Bounding box coordinate data
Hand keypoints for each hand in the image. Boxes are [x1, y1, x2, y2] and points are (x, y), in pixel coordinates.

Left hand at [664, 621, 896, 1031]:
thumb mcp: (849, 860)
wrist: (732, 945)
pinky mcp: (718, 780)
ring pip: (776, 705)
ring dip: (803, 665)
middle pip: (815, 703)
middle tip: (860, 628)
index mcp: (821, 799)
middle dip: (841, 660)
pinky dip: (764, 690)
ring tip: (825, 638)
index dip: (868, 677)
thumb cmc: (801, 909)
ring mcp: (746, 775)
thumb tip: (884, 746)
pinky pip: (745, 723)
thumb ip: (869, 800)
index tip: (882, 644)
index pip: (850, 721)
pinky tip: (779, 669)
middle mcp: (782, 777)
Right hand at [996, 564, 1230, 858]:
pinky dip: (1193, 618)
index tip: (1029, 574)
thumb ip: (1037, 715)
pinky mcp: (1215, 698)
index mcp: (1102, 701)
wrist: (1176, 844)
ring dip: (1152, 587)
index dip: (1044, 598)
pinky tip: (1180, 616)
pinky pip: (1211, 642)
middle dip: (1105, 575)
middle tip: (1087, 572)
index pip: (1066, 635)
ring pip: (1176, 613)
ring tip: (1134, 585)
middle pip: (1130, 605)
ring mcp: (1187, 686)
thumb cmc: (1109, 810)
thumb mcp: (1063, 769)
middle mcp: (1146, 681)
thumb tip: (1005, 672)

...

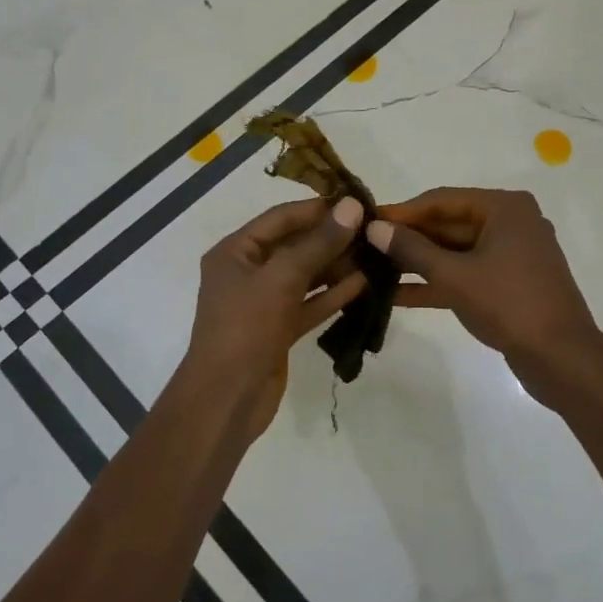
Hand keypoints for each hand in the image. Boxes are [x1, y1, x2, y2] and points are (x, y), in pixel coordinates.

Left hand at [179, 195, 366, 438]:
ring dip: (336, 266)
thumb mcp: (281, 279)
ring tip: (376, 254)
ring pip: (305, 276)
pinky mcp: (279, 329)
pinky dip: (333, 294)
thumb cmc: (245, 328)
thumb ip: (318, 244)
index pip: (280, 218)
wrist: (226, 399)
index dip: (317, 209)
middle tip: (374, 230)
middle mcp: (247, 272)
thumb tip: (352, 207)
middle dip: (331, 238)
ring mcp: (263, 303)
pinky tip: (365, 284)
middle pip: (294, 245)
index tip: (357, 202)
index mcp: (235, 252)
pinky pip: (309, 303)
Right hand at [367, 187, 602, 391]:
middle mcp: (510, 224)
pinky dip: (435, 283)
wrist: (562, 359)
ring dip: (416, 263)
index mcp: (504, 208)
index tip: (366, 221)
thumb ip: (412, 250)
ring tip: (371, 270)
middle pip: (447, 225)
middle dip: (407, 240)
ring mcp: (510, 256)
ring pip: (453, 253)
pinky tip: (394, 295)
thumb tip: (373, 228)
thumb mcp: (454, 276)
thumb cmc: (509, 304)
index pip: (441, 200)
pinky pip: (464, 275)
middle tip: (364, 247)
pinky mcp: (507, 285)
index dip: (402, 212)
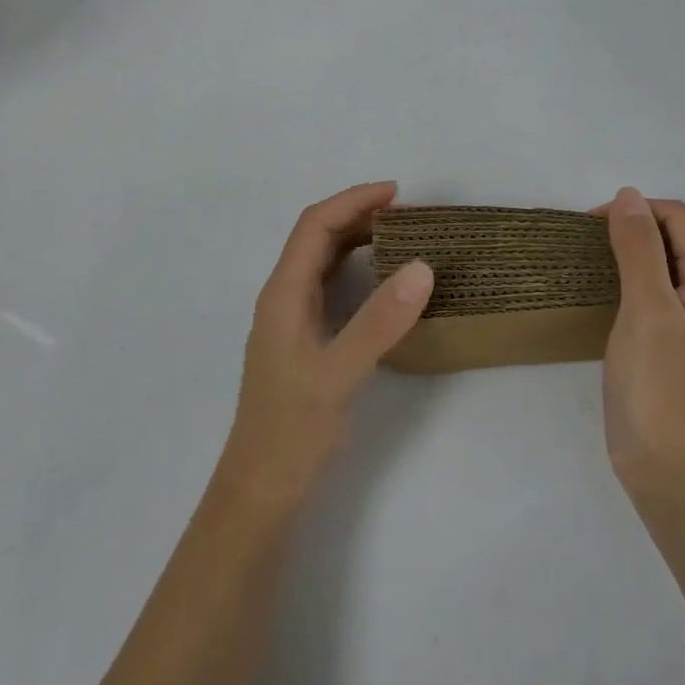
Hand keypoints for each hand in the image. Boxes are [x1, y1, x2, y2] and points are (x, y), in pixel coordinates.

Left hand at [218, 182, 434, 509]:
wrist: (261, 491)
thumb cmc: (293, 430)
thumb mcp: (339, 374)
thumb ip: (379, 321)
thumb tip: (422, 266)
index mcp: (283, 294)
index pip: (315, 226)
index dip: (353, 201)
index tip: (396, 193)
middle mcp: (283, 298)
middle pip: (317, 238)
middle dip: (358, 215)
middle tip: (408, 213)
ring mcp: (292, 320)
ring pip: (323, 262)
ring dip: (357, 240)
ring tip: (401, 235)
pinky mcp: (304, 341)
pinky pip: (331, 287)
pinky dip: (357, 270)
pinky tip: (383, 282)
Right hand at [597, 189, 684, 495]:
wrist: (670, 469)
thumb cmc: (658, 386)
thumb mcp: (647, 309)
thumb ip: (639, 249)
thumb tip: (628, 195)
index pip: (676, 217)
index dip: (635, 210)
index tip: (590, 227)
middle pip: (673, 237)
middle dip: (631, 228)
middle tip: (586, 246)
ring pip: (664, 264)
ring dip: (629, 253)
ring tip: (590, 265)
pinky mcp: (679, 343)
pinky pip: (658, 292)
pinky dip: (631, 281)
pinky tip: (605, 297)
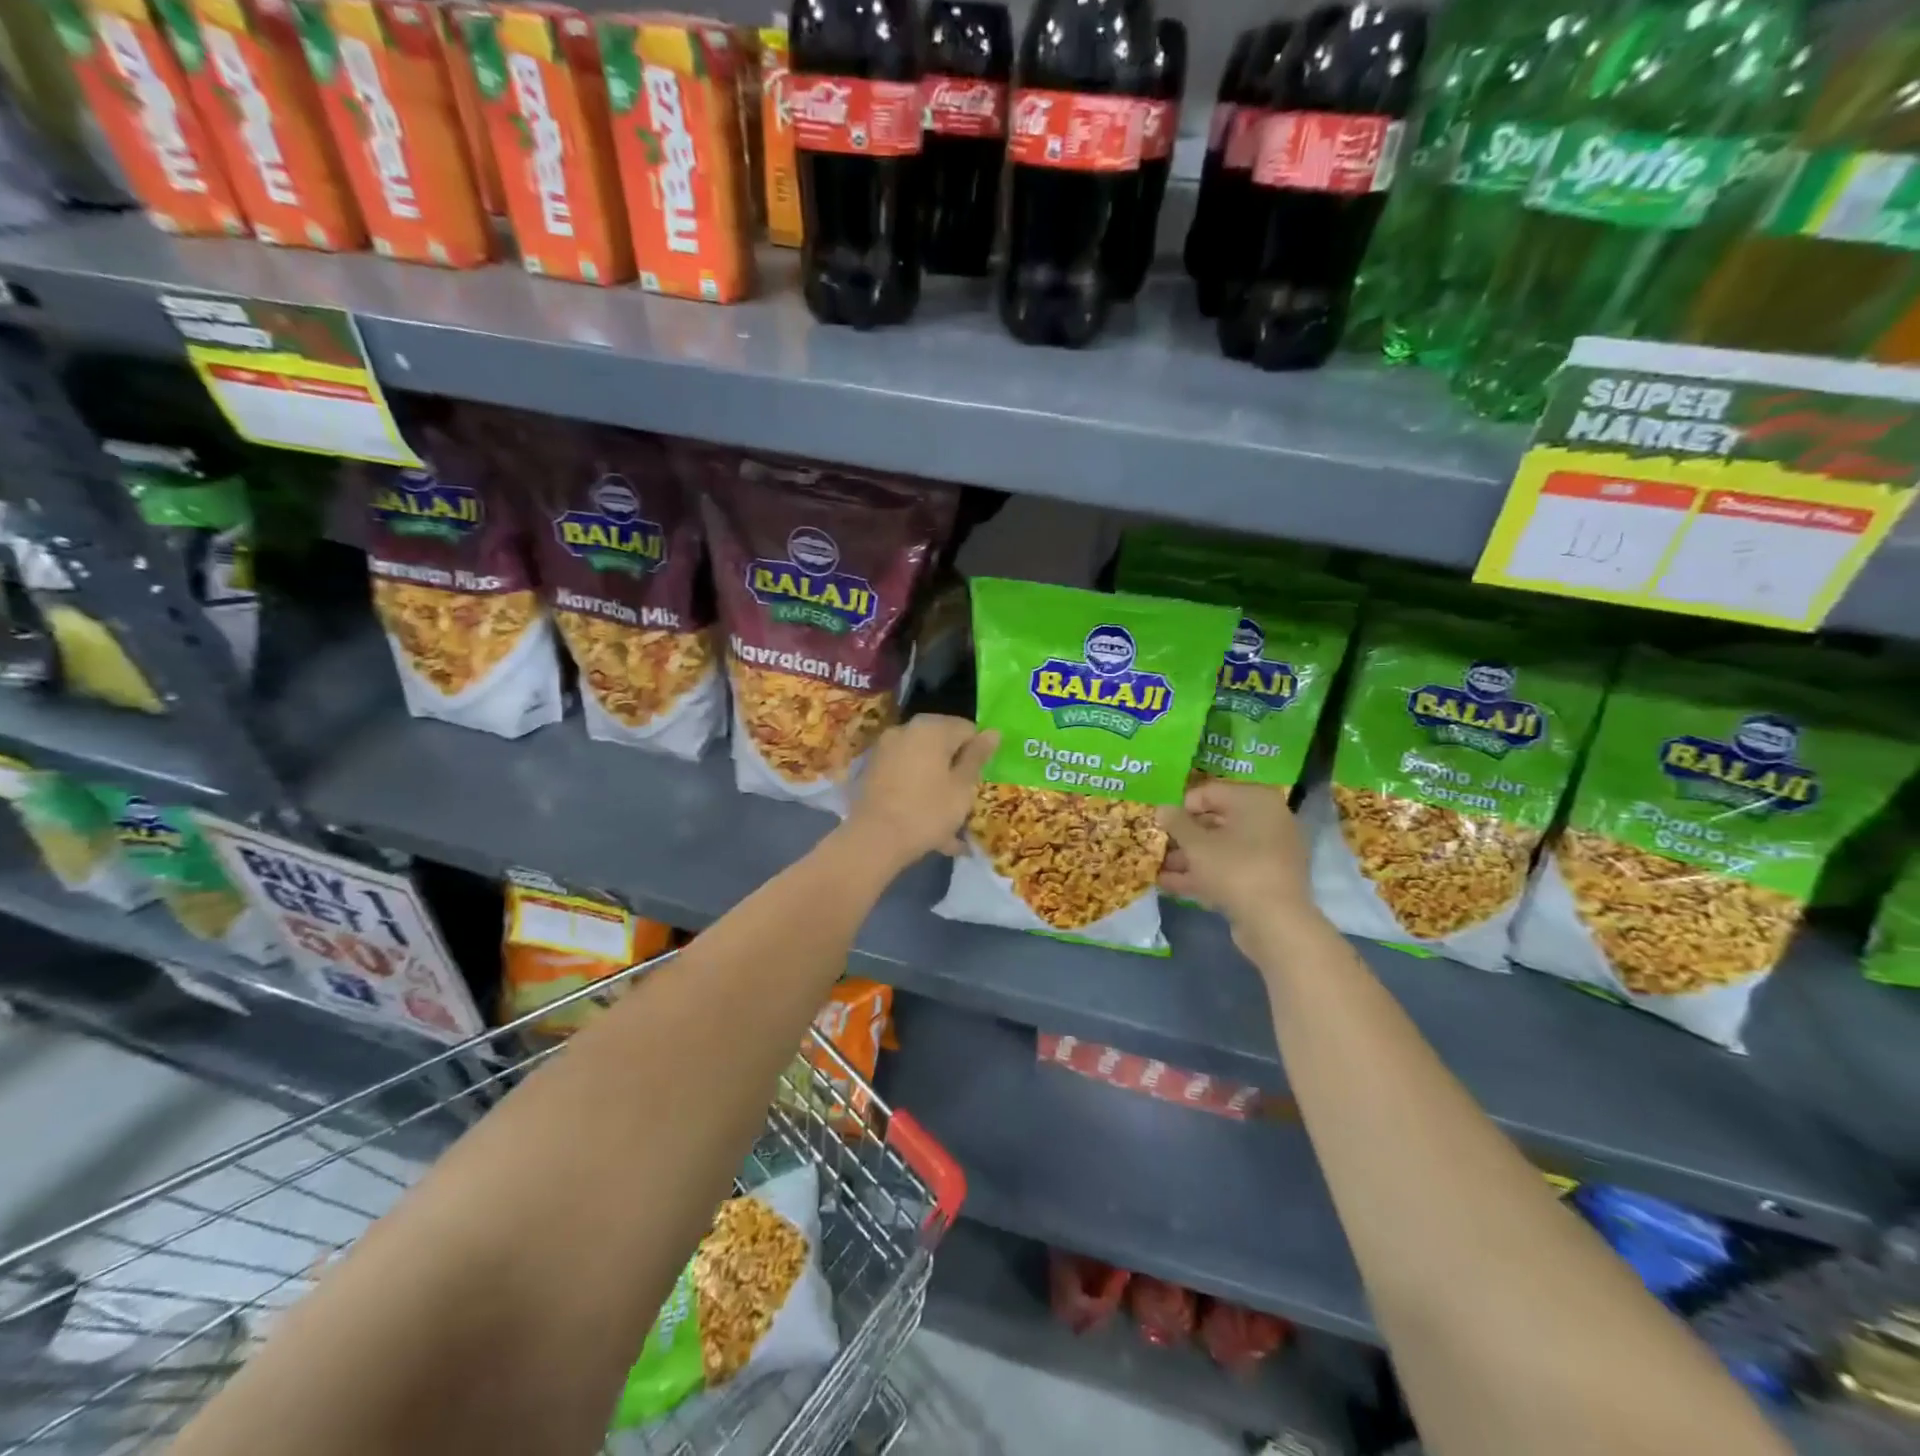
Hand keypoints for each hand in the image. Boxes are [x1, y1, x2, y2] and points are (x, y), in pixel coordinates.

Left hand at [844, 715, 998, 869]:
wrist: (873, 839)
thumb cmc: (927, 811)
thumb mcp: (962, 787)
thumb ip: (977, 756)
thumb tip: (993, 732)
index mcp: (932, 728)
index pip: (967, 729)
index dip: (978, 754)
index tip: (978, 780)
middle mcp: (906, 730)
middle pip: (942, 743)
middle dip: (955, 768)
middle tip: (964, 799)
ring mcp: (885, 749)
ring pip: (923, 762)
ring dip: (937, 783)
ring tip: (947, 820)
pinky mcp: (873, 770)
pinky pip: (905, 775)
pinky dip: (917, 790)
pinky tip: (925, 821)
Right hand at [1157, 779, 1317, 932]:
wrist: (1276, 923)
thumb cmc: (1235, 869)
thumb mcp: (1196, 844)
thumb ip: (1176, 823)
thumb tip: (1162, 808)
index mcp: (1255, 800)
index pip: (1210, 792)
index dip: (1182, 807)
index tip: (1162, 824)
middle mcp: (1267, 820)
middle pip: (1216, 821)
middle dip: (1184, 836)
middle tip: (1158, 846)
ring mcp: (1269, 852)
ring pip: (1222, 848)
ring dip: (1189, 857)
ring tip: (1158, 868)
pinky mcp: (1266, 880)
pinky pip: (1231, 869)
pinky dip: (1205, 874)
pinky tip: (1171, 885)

-- Work to complete --
Taking the entries above, restate exactly those lines that fall between the line with "thumb tip: (352, 207)" and the line with "pinky mcp: (507, 285)", keeping both of those lines too.

-- Response for this exercise --
thumb tip: (352, 207)
middle dip: (331, 238)
ring mcp: (263, 303)
pinky tip: (365, 284)
middle pip: (294, 245)
index tip: (357, 202)
index mcp: (235, 252)
pinky pip: (309, 303)
Right hand at [367, 187, 602, 391]:
middle mcp: (510, 224)
pinky dip: (435, 283)
wrist: (562, 359)
ring dip: (416, 263)
index mcp: (504, 208)
index tip: (366, 221)
thumb ip: (412, 250)
ring tip: (371, 270)
middle pip: (447, 225)
middle dip: (407, 240)
ring mcp: (510, 256)
ring pip: (453, 253)
pinky tip: (394, 295)
thumb tip: (373, 228)
thumb mcp: (454, 276)
thumb cmc: (509, 304)
index pip: (441, 200)
pinky pip: (464, 275)
middle tip: (364, 247)
pinky mcp: (507, 285)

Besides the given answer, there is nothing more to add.